The IB Diploma programme involves studying in groups and also a lot of independent work with strict deadlines. This method of study requires initiative, self-discipline and punctuality from the students. In all IB subjects the Diploma grade is not only based on the examination results, but also on independent work such as laboratory work and essays. During the last year in the IB the school is required to send this material to the IB Assessment Centre in Cardiff for assessment according to a strict timetable. Therefore complying with the deadlines set by the school is absolutely necessary; it not only helps students to organise their work more effectively, but also reduces stress by preventing work from piling up. Following the school’s deadlines is one of the prerequisites of transferring student to the last year of the IB.

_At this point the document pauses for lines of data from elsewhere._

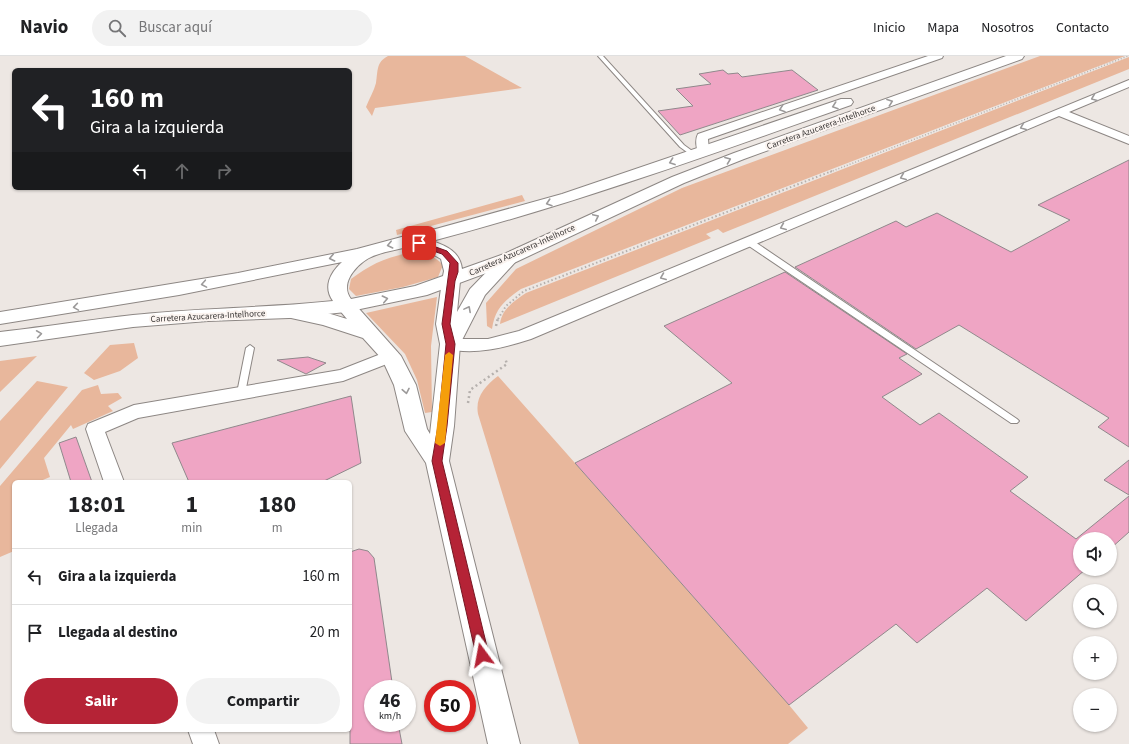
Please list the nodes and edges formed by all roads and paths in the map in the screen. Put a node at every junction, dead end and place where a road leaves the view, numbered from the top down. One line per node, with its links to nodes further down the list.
1 (600, 56): 9 (lane)
2 (938, 56): 9 (street, one-way to 9)
3 (977, 56): 9 (main road, Carretera Azucarera-Intelhorce, one-way to 9)
4 (1018, 56): 13 (main road, Carretera Azucarera-Intelhorce, one-way to 4)
5 (1128, 56): 20 (path)
6 (1129, 83): 7 (street, one-way to 7)
7 (1059, 112): 8 (street); 11 (street, one-way to 11)
8 (1129, 140)
9 (698, 153): 10 (main road, Carretera Azucarera-Intelhorce, one-way to 10)
10 (409, 240): 12 (main road, Carretera Azucarera-Intelhorce, one-way to 12); 14 (main road)
11 (749, 242): 20 (street, one-way to 20); 26 (lane)
12 (370, 250): 15 (main road); 17 (main road, Carretera Azucarera-Intelhorce, one-way to 17)
13 (510, 258): 14 (main road, Carretera Azucarera-Intelhorce); 21 (main road, one-way to 13)
14 (451, 281): 15 (main road, Carretera Azucarera-Intelhorce, one-way to 14); 21 (main road)
15 (346, 306): 16 (main road, Carretera Azucarera-Intelhorce); 18 (main road)
16 (289, 312): 18 (main road); 19 (main road, Carretera Azucarera-Intelhorce, one-way to 16)
17 (0, 318)
18 (371, 333): 23 (main road)
19 (0, 339)
20 (500, 343): 21 (street); 25 (path)
21 (450, 344): 27 (main road)
22 (250, 348): 24 (lane)
23 (391, 356): 24 (street); 27 (main road, one-way to 27)
24 (241, 393): 28 (street)
25 (468, 406)
26 (1014, 421)
27 (437, 461): 31 (main road)
28 (113, 480)
29 (202, 732): 30 (street)
30 (206, 744)
31 (504, 744)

IB students are required to participate actively in the daily tasks of the study group. If students are absent from lessons, they are required to produce a note from parents or a doctor stating the reason for the absence. If students are frequently absent without any explanation, there will be discussions first with the student and, if necessary, with the parents. If students are having problems with deadlines, they should contact the subject teacher, the IB coordinator or any member of the staff immediately, rather than wait until the problem has become overwhelming.
The school feels that it is necessary to ensure that the preparatory year students are ready for IB proper and therefore there is less room for selection in this programme than in the national programme. Study units that are compulsory for IB-students are mostly taught in English. However, there is still room for the student’s own interests and it is advisable to make the most of this opportunity.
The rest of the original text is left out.